5 (of the many) reasons I love disrupting thinking – jillicious reading

5 (of the many) reasons I love disrupting thinking

As soon as I saw a blurb about Disrupting Thinking: Why How We Read Matters by Kylene Beers and Bob Probst, I knew it was going to be compelling and would likely speak to matters that concern me deeply; I ordered it immediately.  When I started reading, it felt like it was the book I had been waiting for!  Below are a few reasons why.

Beers and Probst …

  1. articulate the problem.

In the Introduction, they report that a major impediment to “the deep learning we all want for students” … is apathy (9).  This lack of interest and engagement is exactly what I have been observing more and more in recent years.  The researchers (and those they interviewed) perfectly pinpointed what was causing my discouragement.  I found it disheartening, but also comforting to know others were seeing and lamenting the same indifference in their students … and searching for solutions!

apathy

  1. provide a simple but thorough framework.

To combat this problem, the seasoned educators charge us with building responsive, responsible, and compassionate readers.  I love these three words and ALL they encapsulate.  While discouraged by the apathy of many students, I do believe in the power of reading to change lives.  I felt I now had a new, more focused battle cry!  Beers and Probst went on to form this powerful charge into a simple, direct framework – Book, Head, Heart Reading.  Sold!

BHH

  1. tell what didn’t work.

The work of these two is so impactful, because they regularly visit classrooms, try things out, gain feedback from students, and report what does and doesn’t work.  While experimenting with the process and working toward the framework, one student in a class asked, “Will you two be here all week?” (62)  Hilarious!  The reminder that even these master educators are constantly tweaking and present occasional lessons that bomb is a comfort for those of us who tend to ponder alternate careers each time things go awry!

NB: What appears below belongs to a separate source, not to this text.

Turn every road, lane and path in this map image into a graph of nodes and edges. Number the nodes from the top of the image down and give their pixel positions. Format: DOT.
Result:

  1. model how to use the framework across grade levels.

What a benefit to see the framework modeled with first, fourth, and eighth graders and even with a college freshman.  As a middle school educator, I particularly enjoyed the 8th grade conversation and how one boy said, “It made my heart think.”  Great reminder that even middle school boys (!!) enjoy making personal connections to the text, “taking things to heart,” and having the chance to talk with others about their discoveries.

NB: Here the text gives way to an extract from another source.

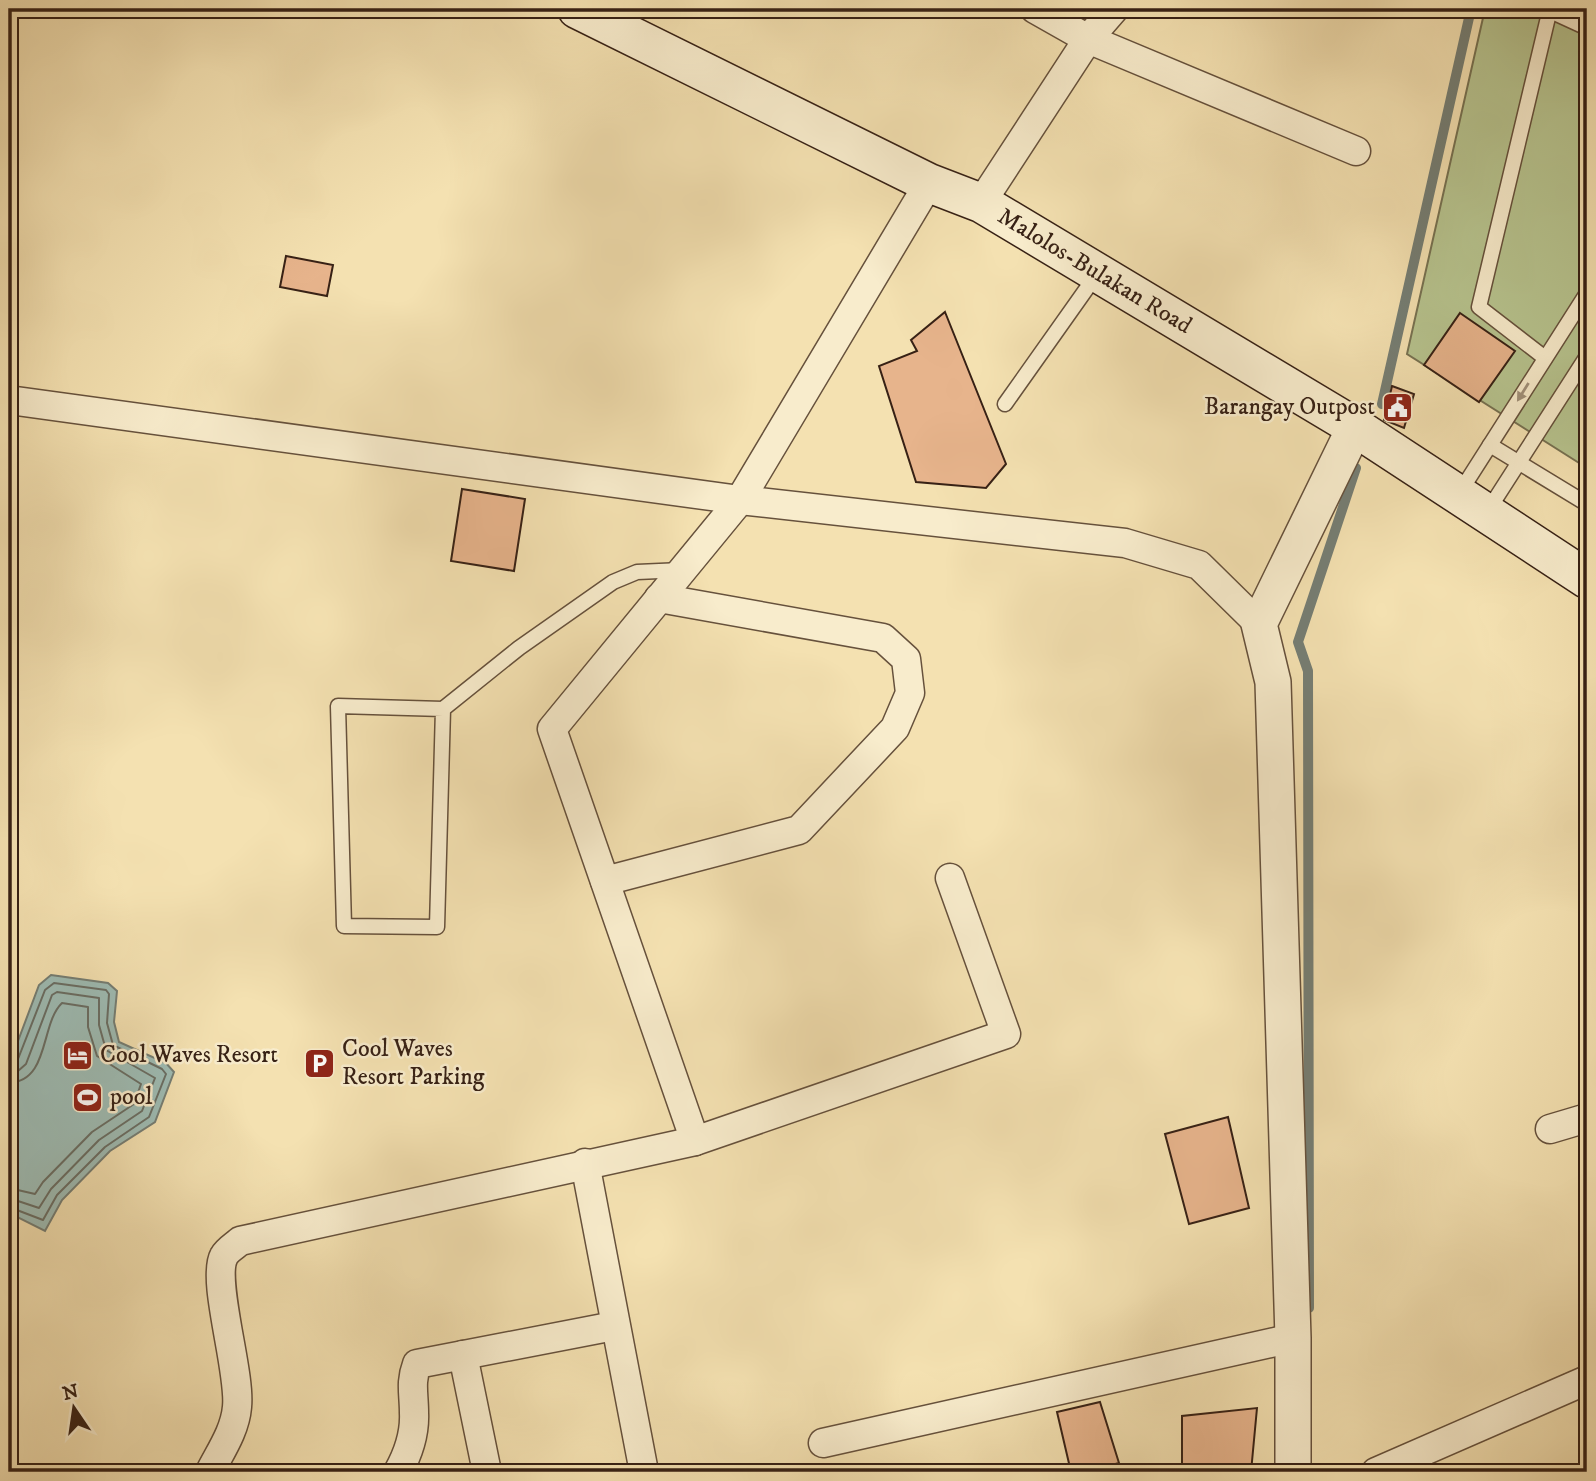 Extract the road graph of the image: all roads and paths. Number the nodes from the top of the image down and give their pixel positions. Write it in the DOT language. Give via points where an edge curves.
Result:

  1. tackle topics head on.

The book ends with a call to evaluate many of our practices and to consider which truly benefit students and which need some disruption.  When addressing some common practices, such as the use of  whole class novels, Beers and Probst addressed them candidly and backed up their responses with research and practical observation.  I love this point:

… on average teachers spend six to eight weeks reading a novel with students.  Neither of us can think of one novel we want to read for eight weeks.  If we love the book, we want to devour it.  If we hate it, we want to quit reading or at least want the torture to end quickly (142).

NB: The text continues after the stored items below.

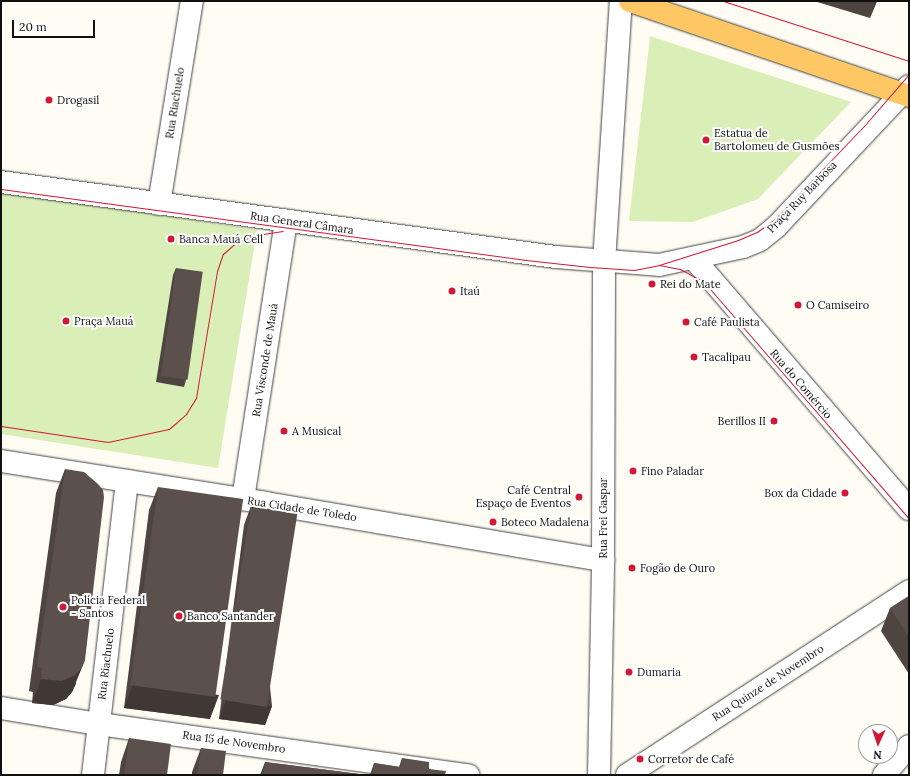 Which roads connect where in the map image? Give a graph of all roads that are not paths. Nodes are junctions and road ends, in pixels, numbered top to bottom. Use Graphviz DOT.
graph roads {
  1 [pos="192,1"];
  2 [pos="621,1"];
  3 [pos="630,1"];
  4 [pos="907,92"];
  5 [pos="1,182"];
  6 [pos="159,204"];
  7 [pos="286,221"];
  8 [pos="693,258"];
  9 [pos="604,262"];
  10 [pos="1,461"];
  11 [pos="127,481"];
  12 [pos="243,499"];
  13 [pos="909,509"];
  14 [pos="603,560"];
  15 [pos="909,591"];
  16 [pos="1,708"];
  17 [pos="99,724"];
  18 [pos="909,746"];
  19 [pos="92,775"];
  20 [pos="468,775"];
  21 [pos="599,775"];
  22 [pos="627,775"];
  23 [pos="884,775"];
  1 -- 6 [label="street, Rua Riachuelo"];
  2 -- 9 [label="street"];
  3 -- 4 [label="main road, Praça Ruy Barbosa"];
  4 -- 8 [label="street, Praça Ruy Barbosa"];
  5 -- 6 [label="street, Rua General Câmara"];
  6 -- 7 [label="street, Rua General Câmara"];
  7 -- 9 [label="street, Rua General Câmara"];
  7 -- 12 [label="street, Rua Visconde de Mauá"];
  8 -- 9 [label="street, Praça Ruy Barbosa"];
  8 -- 13 [label="street, Rua do Comércio"];
  9 -- 14 [label="street, Rua Frei Gaspar"];
  10 -- 11 [label="street, Rua Cidade de Toledo"];
  11 -- 12 [label="street, Rua Cidade de Toledo"];
  11 -- 17 [label="street, Rua Riachuelo"];
  12 -- 14 [label="street, Rua Cidade de Toledo"];
  14 -- 21 [label="street, Rua Frei Gaspar"];
  15 -- 22 [label="street, Rua Quinze de Novembro"];
  16 -- 17 [label="street, Rua 15 de Novembro"];
  17 -- 19 [label="street, Rua Riachuelo"];
  17 -- 20 [label="street, Rua 15 de Novembro"];
  18 -- 23 [label="street"];
} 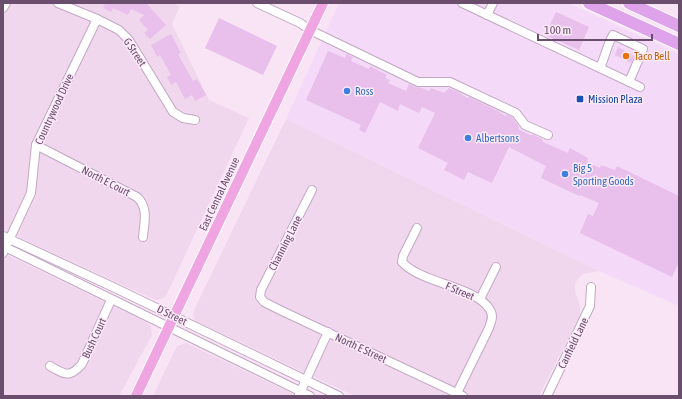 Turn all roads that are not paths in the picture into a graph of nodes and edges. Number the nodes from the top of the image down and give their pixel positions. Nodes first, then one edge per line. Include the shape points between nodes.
1 (6, 3) edge
2 (58, 3) edge
3 (257, 3) edge
4 (323, 3) edge
5 (462, 3) edge
6 (493, 3) edge
7 (589, 3) edge
8 (629, 3) edge
9 (3, 8) edge
10 (487, 15) junction
11 (97, 19) junction
12 (679, 26) edge
13 (310, 30) junction
14 (679, 44) edge
15 (600, 68) junction
16 (629, 82) junction
17 (640, 87) dead end
18 (195, 120) dead end
19 (548, 135) dead end
20 (36, 145) junction
21 (312, 190) dead end
22 (416, 228) dead end
23 (6, 237) edge
24 (143, 238) dead end
25 (4, 249) edge
26 (496, 267) dead end
27 (591, 287) dead end
28 (260, 297) joint
29 (480, 299) junction
30 (112, 300) junction
31 (174, 316) junction
32 (169, 327) junction
33 (328, 332) junction
34 (50, 366) dead end
35 (306, 379) junction
36 (299, 394) edge
37 (460, 395) edge
38 (136, 396) edge
39 (310, 396) edge
40 (340, 396) edge
41 (547, 396) edge

1 - 9 street
2 - 11 street, G Street
3 - 13 street
4 - 13 main road, East Central Avenue
5 - 10 street
6 - 10 street
7 - 14 highway
8 - 12 highway
10 - 15 street
11 - 18 street, G Street via 119,30 129,40 174,112 183,118
11 - 20 street, Countrywood Drive
13 - 19 street via 418,82 450,82 516,113 525,124
13 - 31 main road, East Central Avenue
15 - 16 street
15 - 16 street via 613,35 643,49
16 - 17 street
20 - 23 street, Countrywood Drive via 31,193
20 - 24 street, North E Court via 143,202 146,209
21 - 28 street, Channing Lane via 261,290
22 - 29 street, F Street via 403,256 402,262 405,266
23 - 25 street, Countrywood Drive
23 - 31 street, D Street
25 - 30 street, D Street
26 - 29 street
27 - 41 street, Canfield Lane via 590,306
28 - 33 street, North E Street via 264,302
29 - 37 street, F Street via 490,310 492,319
30 - 32 street, D Street
30 - 34 street, Bush Court via 76,372 62,373
31 - 32 main road, East Central Avenue
31 - 35 street, D Street
32 - 36 street, D Street
32 - 38 main road, East Central Avenue
33 - 35 street
33 - 37 street, North E Street
35 - 36 street
35 - 40 street, D Street
36 - 39 street, D Street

Disrupting Thinking is book I was waiting for because it connected so many things I was observing, feeling, and pondering.  I am passionate about the power of reading to spark curiosity, to encourage questions, to build empathy, to transform lives; Disrupting Thinking helped me bring it all together and renewed my zest for building lifelong readers!

If you, too, are interested in creating responsive, responsible, and compassionate readers (and people!), then read this book immediately.  It will disrupt your thinking and give you much to ponder as you prepare for the young people that will be entrusted in your care this school year.

We argue that the ultimate goal of reading is to become more than we are at the moment; to become better than we are now; to become what we did not even know we wanted to become (59).